12-02, 17:00–17:30 (UTC), Talk Track I
What if you're a two man machine learning team deploying models to users? What if you don't have a full blown team of Data Engineers working with you? What if nobody around you cares about making that nasty production data available in a pristine feature store? What if you don't even have time to build out your entire Machine Learning platform?
There must be a way to still deliver your ML model to users right? There must be way to deliver value.
In this session, I'll talk about how small teams address the problem of delivering ML-value to users. At a reasonable scale. I'll go over some misconceptions and lessons-learned from 4 years working with early-stage startups.
Summary & Objective
MLOps doesn't have to be a monster. There is a set of principles/rules/methodologies that one can follow to deliver Machine Learning models to production. And it all comes down to following some standard practices that have been used in Software development for years now.
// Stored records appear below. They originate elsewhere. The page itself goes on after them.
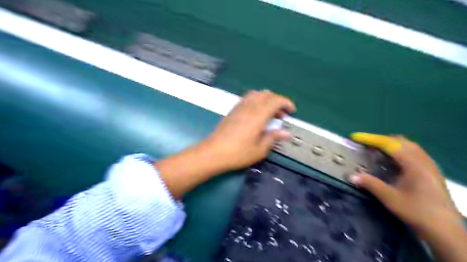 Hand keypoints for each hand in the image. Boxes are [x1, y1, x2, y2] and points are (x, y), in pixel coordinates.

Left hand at [205, 90, 294, 170]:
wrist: (214, 152)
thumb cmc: (238, 153)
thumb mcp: (260, 149)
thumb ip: (273, 138)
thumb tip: (286, 133)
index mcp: (258, 115)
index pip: (275, 100)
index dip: (286, 103)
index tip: (292, 111)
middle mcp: (249, 107)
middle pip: (266, 94)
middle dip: (277, 101)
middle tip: (281, 115)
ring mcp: (239, 107)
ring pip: (256, 94)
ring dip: (266, 100)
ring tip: (269, 113)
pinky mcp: (232, 110)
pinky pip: (247, 99)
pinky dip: (256, 101)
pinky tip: (256, 115)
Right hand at [346, 134, 458, 238]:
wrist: (445, 231)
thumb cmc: (417, 212)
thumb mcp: (390, 198)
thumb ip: (370, 184)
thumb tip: (350, 175)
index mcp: (414, 164)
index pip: (390, 144)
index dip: (371, 139)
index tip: (356, 137)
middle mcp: (423, 161)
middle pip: (400, 141)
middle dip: (381, 140)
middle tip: (366, 144)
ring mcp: (430, 166)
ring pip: (408, 146)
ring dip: (391, 145)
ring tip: (377, 151)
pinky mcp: (431, 172)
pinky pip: (414, 153)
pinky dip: (399, 151)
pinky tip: (393, 161) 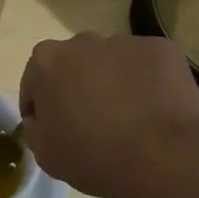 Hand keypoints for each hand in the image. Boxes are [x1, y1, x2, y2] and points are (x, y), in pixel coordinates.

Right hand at [19, 33, 198, 197]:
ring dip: (113, 81)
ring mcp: (124, 42)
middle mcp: (82, 41)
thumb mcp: (45, 154)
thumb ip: (34, 128)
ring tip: (129, 117)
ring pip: (112, 62)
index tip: (54, 129)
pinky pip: (146, 65)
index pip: (35, 81)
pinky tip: (154, 110)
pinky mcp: (161, 48)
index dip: (41, 107)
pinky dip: (147, 82)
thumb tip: (40, 119)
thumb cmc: (94, 156)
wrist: (164, 156)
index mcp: (46, 61)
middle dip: (78, 86)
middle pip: (74, 64)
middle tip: (92, 121) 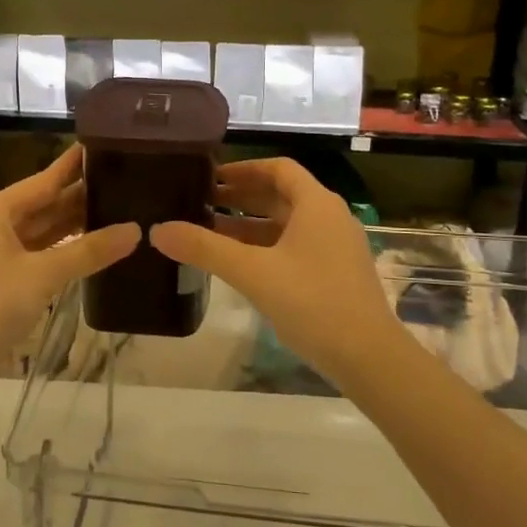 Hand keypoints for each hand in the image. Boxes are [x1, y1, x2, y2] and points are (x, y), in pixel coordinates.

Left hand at [0, 146, 138, 400]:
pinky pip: (26, 252)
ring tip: (109, 212)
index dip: (73, 166)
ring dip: (66, 226)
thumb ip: (89, 251)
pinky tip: (81, 250)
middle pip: (38, 205)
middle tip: (119, 183)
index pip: (43, 180)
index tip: (99, 145)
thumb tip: (134, 230)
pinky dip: (52, 250)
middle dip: (76, 198)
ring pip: (32, 231)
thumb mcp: (43, 276)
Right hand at [150, 158, 405, 392]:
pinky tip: (240, 264)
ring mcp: (336, 246)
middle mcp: (330, 217)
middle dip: (242, 197)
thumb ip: (205, 249)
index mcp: (316, 204)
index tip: (210, 177)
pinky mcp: (336, 273)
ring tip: (210, 232)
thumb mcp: (253, 273)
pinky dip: (266, 247)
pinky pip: (295, 246)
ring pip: (287, 224)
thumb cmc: (312, 303)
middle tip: (201, 203)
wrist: (369, 357)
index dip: (243, 169)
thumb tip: (158, 230)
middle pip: (282, 195)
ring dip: (251, 225)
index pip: (278, 169) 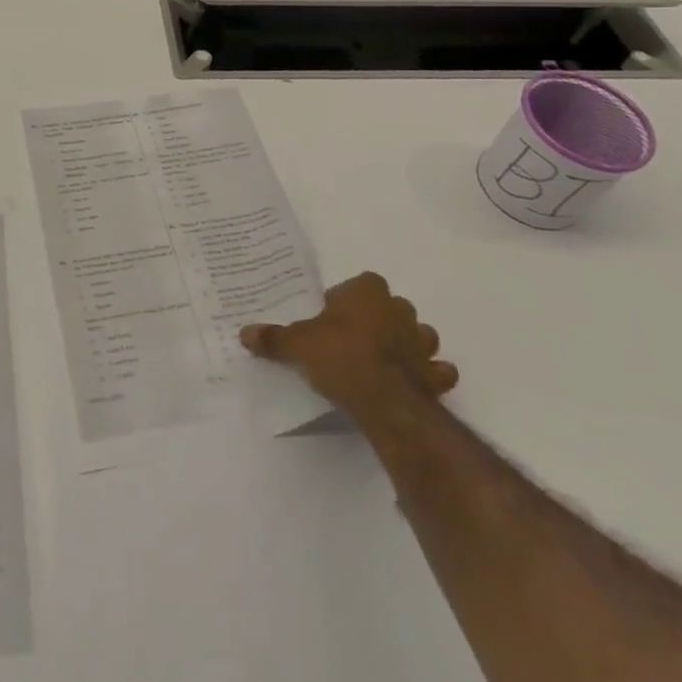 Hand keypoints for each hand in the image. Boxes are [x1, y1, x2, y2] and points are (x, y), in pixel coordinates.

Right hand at [241, 272, 457, 431]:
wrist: (383, 398)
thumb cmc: (339, 356)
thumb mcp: (297, 345)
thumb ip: (274, 338)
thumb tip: (244, 333)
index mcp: (367, 291)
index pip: (361, 283)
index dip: (348, 299)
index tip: (333, 318)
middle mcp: (400, 309)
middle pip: (391, 306)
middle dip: (379, 319)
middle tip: (354, 339)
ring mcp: (422, 342)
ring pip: (420, 335)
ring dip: (408, 344)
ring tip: (384, 360)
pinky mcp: (434, 375)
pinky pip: (437, 370)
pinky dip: (430, 375)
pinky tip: (414, 383)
The main objective of this talk is to give attendees some insights on how to take MLOPs into their own hands and get that model to production. This will be done through story telling (e.g., some MLOps stories from the trenches), and practical examples (from my experience).
By the end of the talk, attendees should have increased confidence that they can take the MLOPs problem, and solve it. At their own scale.
Outline
- Cover slide
- Speaker introduction (2 min)
- What we'll talk about (2 min)
- You're not LinkedIn (4 min)
- The size of large tech companies
- Examples of startups I worked with
- Cost is a concern
- Time to value is a concern
- MLOPs (4 min)
- It's all the rage
- But what's the main goal here?
- How to solve small scale ML Problems (15 min)
- Communicating with the business
- "We need an ML model"
- The Data, what if you don't even have it?
- Scrapping
- Continuous learning
- Start uber small
- Packaging
- MakeFile
- Unit tests
- Continuous integration/Delivery
- Delivering models
- FastAPI
- Docker based services (eg., Cloud Run or similar)
- Monitoring models
- Evidently
- Prediction logging
- Making a platform
- Cookiecutter
- Communicating with the business
- Key takeaways
- You can go a long way with 2 or 3 tools
- Make sure your ML Engineers know how to make software
- Keep the main goal in mind
Prior knowledge
Basics of Python and Machine Learning
Previous knowledge expected
I'm a Technologist/hacker, born and raised in Portugal, now based in Copenhagen. My work lies in the intersection of Machine Learning, Data, Software Engineering, and People. I'm in love with Technology, and how it improves people's lives.
I help large scale companies and startups delivering value to users. I've worked with clients from all over the spectrum: from Public companies to YC startups and smaller. Currently, I run my own Machine Learning consulting shop.